[Collected data entries]
--- START ---

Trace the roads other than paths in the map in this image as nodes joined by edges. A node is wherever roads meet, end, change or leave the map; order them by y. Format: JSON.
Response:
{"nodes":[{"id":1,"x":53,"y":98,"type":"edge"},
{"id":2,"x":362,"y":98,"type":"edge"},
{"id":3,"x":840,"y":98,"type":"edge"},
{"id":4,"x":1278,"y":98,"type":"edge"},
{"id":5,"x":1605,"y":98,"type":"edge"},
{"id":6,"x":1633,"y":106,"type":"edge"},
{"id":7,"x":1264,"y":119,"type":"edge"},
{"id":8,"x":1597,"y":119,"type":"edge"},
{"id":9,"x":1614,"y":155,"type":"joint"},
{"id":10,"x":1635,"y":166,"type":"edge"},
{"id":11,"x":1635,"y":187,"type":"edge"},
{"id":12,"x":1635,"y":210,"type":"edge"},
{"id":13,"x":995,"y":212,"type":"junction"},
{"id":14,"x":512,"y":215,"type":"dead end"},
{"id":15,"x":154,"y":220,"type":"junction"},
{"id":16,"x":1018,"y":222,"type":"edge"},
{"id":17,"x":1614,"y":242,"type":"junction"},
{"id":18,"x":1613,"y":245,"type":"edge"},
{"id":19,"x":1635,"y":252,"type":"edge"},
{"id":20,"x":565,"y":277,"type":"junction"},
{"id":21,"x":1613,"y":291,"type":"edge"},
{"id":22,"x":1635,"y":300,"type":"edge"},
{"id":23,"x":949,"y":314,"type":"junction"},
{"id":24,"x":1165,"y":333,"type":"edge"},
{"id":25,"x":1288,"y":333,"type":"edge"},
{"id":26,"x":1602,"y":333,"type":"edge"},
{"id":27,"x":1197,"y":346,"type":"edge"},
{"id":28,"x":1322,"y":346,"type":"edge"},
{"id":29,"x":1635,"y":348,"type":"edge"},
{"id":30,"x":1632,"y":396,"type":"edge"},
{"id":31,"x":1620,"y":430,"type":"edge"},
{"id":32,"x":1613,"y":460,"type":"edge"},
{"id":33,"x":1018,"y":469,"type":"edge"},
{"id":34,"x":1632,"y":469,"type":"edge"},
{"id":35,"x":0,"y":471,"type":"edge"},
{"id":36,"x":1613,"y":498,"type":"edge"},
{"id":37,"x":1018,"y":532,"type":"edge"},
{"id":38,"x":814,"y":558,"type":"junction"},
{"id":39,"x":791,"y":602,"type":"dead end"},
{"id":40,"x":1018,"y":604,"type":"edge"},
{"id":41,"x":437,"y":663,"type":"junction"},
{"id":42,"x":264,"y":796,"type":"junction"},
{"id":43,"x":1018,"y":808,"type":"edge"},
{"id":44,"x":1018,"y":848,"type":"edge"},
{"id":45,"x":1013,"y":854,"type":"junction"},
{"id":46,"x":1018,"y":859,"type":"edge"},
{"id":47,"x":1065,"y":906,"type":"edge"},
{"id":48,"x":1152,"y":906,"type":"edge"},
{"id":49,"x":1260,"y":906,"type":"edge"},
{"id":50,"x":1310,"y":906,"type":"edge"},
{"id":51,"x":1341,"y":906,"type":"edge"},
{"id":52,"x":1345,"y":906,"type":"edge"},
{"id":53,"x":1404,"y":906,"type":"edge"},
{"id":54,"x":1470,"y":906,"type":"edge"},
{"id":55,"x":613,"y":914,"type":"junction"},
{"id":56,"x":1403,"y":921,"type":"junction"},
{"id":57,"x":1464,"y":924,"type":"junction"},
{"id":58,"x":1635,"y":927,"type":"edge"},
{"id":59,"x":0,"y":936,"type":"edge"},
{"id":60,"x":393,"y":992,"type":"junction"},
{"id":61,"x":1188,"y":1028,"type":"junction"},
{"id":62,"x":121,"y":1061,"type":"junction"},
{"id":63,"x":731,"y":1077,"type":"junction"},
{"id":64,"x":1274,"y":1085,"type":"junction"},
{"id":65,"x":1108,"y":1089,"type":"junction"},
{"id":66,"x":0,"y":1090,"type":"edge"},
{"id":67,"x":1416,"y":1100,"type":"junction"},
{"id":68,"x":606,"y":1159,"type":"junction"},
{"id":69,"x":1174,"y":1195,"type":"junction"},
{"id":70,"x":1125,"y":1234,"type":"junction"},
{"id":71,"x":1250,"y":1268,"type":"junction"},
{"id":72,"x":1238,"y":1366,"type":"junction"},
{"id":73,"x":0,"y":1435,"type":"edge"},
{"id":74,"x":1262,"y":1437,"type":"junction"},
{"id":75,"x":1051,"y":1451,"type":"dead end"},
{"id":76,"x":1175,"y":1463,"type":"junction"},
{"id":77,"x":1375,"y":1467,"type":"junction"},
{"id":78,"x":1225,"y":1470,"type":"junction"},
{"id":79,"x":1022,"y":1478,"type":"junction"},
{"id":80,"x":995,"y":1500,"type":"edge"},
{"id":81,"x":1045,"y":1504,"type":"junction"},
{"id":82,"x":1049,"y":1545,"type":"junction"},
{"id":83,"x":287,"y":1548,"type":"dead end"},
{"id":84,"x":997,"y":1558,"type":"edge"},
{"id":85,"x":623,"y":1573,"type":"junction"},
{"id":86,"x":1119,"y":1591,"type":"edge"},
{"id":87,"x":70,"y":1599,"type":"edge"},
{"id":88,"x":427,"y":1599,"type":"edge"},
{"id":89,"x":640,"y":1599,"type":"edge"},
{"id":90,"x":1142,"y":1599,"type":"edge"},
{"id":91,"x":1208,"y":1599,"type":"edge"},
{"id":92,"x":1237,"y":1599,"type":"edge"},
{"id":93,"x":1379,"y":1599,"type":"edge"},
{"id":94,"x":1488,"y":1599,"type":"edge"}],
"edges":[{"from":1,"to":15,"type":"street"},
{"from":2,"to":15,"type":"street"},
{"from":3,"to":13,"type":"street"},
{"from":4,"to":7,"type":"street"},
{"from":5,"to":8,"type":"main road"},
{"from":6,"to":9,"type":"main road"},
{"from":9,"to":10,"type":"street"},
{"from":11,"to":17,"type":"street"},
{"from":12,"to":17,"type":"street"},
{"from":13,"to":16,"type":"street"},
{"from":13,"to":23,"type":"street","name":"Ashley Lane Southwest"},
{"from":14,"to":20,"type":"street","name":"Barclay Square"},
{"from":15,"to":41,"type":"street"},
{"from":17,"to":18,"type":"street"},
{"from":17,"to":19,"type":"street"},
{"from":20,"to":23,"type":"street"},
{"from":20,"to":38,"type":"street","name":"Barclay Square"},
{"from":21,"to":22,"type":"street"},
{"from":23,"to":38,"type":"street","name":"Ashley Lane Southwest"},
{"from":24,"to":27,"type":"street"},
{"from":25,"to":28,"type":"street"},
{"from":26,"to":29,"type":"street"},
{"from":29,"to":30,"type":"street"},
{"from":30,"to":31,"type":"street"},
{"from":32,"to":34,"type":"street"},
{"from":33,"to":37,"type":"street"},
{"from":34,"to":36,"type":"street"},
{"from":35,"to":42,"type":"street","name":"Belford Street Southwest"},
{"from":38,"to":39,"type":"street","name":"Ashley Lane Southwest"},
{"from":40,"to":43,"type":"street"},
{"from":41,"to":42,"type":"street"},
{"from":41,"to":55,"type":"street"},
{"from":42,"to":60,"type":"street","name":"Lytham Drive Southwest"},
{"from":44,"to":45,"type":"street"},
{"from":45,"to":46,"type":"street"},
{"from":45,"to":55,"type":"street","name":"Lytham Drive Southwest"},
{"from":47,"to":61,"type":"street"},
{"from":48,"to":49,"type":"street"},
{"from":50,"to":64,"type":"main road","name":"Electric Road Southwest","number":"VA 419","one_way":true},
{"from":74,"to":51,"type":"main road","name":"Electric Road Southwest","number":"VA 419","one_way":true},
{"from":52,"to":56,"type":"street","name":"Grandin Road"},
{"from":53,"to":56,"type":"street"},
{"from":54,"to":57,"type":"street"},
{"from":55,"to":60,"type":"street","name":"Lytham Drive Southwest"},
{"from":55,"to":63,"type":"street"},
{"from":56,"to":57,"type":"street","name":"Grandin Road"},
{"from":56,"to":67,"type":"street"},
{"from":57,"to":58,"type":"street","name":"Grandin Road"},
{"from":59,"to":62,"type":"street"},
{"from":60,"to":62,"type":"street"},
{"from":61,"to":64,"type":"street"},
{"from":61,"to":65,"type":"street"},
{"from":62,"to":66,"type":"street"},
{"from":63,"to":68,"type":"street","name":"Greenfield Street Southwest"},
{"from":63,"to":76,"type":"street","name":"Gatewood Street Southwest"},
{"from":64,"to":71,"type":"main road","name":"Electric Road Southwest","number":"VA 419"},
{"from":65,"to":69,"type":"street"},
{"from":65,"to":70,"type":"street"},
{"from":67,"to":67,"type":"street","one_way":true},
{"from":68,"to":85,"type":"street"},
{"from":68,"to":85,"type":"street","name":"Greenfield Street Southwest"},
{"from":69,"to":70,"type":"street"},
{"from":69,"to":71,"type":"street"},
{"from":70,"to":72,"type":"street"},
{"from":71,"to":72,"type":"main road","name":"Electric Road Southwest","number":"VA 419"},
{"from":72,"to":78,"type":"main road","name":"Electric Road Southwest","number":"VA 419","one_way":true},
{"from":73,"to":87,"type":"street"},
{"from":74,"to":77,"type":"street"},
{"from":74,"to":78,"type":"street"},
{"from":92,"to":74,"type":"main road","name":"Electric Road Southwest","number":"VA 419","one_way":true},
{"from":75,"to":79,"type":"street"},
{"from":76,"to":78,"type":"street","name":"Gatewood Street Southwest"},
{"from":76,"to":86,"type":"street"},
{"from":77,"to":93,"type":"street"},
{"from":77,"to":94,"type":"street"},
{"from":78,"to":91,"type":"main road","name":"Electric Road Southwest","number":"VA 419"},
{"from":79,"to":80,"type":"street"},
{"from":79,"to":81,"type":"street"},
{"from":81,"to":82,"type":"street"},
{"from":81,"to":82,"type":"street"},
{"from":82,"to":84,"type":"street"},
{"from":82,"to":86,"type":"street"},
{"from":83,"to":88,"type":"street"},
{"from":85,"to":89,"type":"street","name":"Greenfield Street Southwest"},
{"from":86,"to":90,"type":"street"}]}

--- END ---

Determine how many lines of the entries contain the string "Ashley", and reply with nothing but the number.

• _Output for this task_
3